About 529 Plans - NY529 Advisor Site

About 529 Plans

A college education has become a necessity for any family wishing to help their children maximize their talents and realize their full potential. Yet, for most families, the question is no longer whether your loved ones will attend college—but how to pay for it. That’s why finding the most appropriate vehicle to save for college is more critical than ever before.

529 College Savings Plans

Named after Section 529 of the IRS tax code, 529 plans are state-sponsored plans that allow families to invest for college-bound beneficiaries on a tax-advantaged basis. Your investments grow tax deferred for the life of the account, and withdrawals are tax free when used to pay for qualified expenses.1 A 529 plan also offers substantial estate and gift tax benefits, making it an ideal gift from grandparents or other family members.

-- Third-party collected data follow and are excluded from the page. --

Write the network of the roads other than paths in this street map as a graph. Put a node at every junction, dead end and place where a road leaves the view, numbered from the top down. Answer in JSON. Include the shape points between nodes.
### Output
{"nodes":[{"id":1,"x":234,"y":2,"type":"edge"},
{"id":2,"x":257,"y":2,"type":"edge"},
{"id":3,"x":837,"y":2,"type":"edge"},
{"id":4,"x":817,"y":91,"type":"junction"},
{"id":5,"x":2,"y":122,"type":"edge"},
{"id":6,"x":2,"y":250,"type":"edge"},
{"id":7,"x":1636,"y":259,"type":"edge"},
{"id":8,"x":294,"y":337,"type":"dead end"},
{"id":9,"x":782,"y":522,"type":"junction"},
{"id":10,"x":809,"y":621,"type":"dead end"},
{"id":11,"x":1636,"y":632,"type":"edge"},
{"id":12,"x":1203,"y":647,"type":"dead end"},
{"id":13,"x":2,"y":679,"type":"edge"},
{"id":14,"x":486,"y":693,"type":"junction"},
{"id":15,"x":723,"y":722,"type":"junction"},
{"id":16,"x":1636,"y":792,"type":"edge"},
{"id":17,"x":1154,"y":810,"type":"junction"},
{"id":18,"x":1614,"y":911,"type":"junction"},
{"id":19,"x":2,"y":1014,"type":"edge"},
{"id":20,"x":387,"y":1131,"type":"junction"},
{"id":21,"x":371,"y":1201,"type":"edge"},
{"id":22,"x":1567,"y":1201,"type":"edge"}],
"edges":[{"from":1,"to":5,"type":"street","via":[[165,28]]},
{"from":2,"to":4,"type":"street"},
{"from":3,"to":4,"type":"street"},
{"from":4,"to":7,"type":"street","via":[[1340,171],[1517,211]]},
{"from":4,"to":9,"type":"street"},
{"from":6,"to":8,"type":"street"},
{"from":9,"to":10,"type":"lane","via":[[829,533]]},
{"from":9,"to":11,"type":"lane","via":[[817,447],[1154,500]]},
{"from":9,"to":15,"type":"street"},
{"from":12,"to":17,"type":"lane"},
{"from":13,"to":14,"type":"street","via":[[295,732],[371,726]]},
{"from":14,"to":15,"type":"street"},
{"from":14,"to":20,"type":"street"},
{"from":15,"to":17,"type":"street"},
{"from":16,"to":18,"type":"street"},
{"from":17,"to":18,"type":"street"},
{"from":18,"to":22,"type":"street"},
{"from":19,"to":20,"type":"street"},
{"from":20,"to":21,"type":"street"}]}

Learn more about the features and benefits

In addition to 529 savings plans, alternative savings vehicles include Coverdell Education Savings Accounts (formerly Education IRAs), Uniform Gifts to Minors/Uniform Transfers to Minors (UGMA/UTMA) accounts, Series EE savings bonds and taxable investment accounts such as mutual funds or bank savings accounts. Although each of these options offers distinctive features, 529 savings plans can provide additional benefits that may exceed these alternatives. Compare these various savings vehicles to get a better understanding of your options.

New York’s 529 Advisor-Guided College Savings Program

New York’s 529 Advisor-Guided College Savings Program (the "Advisor-Guided Plan" or the "Plan") is a college savings plan sponsored by the State of New York that provides a tax-advantaged way for families to save for the future costs of higher education.

As a participant, you receive more than investments from an experienced investment manager. You also gain insights that can only come from more than a century of helping clients like you work towards their goals. From website resources to investor services, the experienced professionals at J.P. Morgan share their best ideas on making informed, intelligent decisions with your college dollars.

1 Earnings on non-qualified withdrawals may be subject to federal income tax and a 10% federal penalty tax, as well as state and local income taxes. Federal law allows distributions for K-12 Tuition Expenses of up to $10,000 per beneficiary per year. Under New York State law, distributions for K-12 Tuition Expenses will be considered non-qualified withdrawals and will require the recapture of any New York State tax benefits that have accrued on contributions.